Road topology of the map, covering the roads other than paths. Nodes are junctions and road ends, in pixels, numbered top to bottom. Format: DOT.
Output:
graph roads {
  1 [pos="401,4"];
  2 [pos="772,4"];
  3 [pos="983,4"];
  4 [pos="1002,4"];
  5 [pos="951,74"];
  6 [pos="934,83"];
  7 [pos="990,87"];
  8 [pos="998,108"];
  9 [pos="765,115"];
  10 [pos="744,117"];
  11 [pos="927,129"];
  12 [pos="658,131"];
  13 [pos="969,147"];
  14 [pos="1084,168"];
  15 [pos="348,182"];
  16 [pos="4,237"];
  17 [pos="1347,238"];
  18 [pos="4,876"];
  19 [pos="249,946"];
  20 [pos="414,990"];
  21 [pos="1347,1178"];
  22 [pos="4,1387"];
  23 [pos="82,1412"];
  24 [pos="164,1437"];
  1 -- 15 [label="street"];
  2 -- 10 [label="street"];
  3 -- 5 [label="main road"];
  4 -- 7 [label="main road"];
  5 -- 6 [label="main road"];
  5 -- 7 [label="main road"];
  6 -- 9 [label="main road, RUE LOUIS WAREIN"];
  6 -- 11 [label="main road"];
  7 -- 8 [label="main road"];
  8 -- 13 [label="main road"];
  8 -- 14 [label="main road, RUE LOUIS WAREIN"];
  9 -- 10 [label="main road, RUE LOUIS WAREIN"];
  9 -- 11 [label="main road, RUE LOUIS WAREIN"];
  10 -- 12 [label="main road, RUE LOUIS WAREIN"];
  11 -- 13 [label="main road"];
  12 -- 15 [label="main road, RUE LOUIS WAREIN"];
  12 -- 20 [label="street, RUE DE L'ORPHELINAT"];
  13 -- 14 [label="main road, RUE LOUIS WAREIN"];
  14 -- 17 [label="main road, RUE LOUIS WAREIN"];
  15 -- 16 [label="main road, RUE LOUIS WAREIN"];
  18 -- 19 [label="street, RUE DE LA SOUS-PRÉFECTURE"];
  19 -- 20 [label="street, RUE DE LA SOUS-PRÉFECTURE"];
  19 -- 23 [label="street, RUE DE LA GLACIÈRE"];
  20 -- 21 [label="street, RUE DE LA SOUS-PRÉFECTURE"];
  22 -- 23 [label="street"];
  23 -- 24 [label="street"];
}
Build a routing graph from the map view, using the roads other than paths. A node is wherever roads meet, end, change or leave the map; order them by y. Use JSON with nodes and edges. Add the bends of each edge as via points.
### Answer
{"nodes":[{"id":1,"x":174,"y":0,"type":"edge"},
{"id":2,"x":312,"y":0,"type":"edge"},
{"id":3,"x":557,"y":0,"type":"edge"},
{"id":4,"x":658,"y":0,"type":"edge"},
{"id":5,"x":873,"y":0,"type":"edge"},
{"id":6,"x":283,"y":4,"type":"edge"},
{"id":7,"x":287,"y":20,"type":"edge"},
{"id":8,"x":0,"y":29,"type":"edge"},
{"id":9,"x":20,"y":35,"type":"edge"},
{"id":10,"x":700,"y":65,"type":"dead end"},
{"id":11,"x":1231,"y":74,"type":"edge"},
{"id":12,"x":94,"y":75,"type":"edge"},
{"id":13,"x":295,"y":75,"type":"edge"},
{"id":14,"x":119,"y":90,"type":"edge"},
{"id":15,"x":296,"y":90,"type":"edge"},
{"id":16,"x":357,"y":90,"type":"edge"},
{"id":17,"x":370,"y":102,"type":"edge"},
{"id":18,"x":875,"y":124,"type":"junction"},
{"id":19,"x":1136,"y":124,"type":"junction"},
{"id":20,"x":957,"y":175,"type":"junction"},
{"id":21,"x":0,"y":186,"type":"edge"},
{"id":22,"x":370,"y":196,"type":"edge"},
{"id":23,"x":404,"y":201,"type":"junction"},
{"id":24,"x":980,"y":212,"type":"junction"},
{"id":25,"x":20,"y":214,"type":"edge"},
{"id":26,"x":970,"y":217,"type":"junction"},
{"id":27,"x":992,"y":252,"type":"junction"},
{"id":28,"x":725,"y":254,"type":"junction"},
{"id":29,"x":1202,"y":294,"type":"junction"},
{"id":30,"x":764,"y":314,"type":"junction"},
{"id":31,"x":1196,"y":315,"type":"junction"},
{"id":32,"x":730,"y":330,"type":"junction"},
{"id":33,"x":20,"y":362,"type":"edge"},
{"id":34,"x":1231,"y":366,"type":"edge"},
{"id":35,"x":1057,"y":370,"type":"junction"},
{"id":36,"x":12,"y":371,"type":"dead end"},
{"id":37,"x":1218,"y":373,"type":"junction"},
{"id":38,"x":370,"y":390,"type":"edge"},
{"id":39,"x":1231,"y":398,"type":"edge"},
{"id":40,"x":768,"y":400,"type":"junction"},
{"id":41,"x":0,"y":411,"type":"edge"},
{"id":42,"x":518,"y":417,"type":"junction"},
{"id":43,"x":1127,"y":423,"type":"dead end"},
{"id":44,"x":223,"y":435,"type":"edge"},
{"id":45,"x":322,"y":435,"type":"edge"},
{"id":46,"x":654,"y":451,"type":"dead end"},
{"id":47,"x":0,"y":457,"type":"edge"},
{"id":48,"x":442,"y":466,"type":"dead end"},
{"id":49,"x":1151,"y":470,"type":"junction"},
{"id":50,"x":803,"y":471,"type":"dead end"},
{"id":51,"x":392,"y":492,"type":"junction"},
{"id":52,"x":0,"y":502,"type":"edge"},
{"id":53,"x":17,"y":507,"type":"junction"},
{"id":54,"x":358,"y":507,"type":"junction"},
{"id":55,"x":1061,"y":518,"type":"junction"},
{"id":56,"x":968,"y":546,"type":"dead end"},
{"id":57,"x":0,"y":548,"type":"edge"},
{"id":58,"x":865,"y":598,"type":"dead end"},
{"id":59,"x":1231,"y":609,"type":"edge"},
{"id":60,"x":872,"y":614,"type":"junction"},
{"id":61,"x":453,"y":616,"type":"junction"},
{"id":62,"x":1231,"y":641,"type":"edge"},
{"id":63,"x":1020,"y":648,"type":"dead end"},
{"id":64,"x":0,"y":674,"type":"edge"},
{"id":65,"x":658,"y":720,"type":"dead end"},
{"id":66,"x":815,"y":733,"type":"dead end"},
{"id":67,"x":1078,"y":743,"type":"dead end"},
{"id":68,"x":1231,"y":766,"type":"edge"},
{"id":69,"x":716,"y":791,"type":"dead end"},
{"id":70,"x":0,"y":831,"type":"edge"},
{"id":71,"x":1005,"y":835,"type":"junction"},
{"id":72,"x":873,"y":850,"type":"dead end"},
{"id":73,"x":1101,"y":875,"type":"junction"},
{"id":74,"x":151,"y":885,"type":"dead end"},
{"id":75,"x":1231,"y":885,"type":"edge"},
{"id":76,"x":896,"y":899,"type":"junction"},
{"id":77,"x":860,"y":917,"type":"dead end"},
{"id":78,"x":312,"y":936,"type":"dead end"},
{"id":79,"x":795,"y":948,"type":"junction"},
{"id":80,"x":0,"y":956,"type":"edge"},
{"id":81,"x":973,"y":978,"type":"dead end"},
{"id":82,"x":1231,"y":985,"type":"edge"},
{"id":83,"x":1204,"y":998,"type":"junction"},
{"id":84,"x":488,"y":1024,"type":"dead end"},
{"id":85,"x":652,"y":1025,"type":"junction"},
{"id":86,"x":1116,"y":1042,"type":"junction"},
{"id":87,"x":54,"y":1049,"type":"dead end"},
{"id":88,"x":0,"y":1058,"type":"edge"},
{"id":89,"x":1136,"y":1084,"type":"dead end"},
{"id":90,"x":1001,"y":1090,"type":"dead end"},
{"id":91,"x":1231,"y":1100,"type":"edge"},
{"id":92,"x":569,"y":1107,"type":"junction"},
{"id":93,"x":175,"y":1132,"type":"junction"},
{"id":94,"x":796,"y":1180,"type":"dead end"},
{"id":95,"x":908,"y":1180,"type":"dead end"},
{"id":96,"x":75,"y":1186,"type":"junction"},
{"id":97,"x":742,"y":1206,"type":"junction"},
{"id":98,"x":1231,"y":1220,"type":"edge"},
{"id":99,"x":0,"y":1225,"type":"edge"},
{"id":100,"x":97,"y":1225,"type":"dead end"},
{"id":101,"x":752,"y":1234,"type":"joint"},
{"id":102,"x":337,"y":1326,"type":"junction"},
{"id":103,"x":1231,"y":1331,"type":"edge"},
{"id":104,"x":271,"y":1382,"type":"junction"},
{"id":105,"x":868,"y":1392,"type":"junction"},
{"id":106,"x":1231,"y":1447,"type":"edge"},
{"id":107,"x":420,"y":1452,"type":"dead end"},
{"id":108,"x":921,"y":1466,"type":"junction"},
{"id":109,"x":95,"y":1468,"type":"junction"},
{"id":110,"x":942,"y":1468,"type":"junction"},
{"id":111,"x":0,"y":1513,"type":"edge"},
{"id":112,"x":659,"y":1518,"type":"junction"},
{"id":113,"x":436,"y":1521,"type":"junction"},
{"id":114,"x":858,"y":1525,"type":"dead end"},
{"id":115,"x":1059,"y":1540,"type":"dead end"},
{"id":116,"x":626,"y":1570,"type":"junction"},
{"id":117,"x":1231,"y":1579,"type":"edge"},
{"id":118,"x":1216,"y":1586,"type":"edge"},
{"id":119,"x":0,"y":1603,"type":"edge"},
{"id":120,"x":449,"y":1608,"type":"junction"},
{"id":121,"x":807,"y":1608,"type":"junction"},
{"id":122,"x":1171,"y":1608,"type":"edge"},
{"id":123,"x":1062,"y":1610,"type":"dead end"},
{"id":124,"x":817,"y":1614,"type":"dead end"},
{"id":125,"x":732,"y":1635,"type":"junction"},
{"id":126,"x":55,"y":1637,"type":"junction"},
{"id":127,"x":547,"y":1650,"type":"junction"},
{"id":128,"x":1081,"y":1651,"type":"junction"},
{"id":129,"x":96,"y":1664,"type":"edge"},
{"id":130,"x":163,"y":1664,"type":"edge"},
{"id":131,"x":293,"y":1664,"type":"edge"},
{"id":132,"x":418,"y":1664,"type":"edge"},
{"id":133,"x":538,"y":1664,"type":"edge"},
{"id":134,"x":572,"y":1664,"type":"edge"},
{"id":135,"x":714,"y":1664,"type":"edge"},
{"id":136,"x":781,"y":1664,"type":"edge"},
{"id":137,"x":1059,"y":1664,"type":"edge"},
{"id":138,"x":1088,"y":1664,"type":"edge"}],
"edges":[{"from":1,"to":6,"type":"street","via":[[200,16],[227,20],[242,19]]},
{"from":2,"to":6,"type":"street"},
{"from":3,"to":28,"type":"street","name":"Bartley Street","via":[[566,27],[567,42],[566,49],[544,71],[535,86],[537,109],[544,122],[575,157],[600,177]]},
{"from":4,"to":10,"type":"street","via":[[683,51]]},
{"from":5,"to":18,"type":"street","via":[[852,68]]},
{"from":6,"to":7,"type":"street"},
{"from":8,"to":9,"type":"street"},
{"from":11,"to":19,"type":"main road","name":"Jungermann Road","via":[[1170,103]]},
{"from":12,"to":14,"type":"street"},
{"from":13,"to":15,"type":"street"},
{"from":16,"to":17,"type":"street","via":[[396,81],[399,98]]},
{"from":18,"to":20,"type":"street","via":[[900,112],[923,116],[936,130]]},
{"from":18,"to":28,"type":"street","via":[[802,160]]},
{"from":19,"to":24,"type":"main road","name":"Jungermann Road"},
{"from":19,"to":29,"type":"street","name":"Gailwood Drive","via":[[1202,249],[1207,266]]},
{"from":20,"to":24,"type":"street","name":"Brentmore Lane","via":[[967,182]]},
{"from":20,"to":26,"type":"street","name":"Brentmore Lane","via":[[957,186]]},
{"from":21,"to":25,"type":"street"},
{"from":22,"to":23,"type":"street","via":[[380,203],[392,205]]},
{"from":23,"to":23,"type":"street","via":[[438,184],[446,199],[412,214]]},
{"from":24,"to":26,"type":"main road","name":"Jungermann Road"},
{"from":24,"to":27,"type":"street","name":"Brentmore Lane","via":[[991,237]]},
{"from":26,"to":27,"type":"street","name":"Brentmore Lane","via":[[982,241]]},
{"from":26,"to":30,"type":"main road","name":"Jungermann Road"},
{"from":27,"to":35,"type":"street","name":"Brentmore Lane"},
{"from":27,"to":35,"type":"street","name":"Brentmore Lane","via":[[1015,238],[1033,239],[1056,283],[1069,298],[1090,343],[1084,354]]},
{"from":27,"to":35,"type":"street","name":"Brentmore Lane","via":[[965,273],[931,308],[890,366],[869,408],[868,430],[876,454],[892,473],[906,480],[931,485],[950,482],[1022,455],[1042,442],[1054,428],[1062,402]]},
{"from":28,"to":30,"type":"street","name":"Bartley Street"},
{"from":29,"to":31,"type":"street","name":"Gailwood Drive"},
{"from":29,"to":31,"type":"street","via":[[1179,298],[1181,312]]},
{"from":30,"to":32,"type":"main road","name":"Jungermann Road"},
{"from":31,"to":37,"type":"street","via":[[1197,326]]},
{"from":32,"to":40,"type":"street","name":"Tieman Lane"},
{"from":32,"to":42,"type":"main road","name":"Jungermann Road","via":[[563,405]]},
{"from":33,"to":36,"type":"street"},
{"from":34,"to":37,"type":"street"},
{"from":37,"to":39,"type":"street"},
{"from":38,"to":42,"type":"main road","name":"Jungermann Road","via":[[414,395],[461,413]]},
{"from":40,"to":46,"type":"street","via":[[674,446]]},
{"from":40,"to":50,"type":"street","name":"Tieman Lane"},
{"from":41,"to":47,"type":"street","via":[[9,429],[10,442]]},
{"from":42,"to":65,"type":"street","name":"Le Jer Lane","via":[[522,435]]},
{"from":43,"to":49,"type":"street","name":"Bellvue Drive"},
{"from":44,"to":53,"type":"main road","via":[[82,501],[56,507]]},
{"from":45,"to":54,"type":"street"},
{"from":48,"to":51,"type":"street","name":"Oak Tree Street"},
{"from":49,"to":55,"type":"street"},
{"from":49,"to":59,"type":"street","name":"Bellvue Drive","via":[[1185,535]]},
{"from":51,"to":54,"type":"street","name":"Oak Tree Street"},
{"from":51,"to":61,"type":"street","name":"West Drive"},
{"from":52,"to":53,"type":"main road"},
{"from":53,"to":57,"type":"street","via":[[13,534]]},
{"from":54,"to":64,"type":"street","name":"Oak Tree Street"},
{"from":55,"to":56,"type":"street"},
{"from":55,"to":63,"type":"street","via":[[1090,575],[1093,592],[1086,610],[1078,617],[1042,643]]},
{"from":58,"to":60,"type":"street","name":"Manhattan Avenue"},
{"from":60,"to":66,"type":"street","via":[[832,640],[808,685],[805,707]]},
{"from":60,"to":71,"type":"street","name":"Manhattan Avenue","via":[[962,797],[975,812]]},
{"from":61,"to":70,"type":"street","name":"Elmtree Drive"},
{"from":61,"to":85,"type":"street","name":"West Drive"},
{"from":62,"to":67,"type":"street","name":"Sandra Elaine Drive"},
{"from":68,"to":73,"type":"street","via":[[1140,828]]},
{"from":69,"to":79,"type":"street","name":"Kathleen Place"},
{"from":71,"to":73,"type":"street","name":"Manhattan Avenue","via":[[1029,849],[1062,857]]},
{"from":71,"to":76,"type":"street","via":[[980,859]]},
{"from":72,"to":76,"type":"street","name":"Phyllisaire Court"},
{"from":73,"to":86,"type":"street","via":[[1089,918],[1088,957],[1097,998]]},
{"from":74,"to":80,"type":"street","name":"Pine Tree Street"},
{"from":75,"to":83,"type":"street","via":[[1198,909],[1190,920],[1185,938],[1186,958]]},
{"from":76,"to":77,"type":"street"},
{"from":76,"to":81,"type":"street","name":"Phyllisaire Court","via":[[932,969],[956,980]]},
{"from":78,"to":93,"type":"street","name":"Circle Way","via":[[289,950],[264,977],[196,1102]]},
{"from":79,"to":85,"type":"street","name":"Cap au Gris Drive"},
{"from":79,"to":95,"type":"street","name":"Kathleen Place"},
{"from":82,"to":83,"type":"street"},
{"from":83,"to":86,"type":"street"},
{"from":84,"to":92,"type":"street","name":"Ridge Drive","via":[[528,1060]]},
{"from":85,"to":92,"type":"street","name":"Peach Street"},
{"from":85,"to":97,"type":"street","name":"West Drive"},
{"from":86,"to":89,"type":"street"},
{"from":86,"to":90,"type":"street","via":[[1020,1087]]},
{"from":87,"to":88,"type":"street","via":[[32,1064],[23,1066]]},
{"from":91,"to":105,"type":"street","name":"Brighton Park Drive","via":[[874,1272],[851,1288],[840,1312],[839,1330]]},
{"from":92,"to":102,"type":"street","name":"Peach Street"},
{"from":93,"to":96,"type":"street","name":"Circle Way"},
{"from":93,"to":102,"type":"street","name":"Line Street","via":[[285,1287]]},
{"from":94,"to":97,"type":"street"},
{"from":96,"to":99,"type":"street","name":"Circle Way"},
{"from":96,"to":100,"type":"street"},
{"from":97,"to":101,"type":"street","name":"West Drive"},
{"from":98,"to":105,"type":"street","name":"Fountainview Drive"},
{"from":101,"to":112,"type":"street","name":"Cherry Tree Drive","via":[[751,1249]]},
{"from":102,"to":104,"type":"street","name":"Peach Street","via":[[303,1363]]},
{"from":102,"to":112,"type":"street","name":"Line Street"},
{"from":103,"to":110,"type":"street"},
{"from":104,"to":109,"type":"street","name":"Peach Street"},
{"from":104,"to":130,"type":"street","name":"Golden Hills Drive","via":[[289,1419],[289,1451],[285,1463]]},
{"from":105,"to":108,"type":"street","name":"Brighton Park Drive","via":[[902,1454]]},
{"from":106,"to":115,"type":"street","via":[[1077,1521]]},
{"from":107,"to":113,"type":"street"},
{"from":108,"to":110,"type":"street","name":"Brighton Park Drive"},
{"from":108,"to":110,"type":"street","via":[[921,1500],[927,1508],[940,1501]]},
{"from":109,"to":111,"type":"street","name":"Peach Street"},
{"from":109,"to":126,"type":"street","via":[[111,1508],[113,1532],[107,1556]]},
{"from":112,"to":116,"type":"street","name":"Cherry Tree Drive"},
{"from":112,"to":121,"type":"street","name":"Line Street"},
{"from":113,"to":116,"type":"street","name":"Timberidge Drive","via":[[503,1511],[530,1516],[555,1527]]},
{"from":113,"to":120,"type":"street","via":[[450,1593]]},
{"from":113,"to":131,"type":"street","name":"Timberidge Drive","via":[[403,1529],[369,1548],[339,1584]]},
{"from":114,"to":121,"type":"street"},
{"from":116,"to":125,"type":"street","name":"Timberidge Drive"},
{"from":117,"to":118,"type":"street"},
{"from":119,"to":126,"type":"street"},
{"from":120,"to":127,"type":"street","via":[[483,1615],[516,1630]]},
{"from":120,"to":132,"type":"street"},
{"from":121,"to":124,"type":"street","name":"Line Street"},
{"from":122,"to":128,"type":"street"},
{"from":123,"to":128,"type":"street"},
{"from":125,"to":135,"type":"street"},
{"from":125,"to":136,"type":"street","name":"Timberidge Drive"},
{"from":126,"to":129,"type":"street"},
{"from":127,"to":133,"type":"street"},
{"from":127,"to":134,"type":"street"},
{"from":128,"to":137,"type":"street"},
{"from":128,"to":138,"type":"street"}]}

**Instructions for the task**
The expected answer is every line in the data above that carries the string "roads".

**Response area**
Road topology of the map, covering the roads other than paths. Nodes are junctions and road ends, in pixels, numbered top to bottom. Format: DOT.
graph roads {
Build a routing graph from the map view, using the roads other than paths. A node is wherever roads meet, end, change or leave the map; order them by y. Use JSON with nodes and edges. Add the bends of each edge as via points.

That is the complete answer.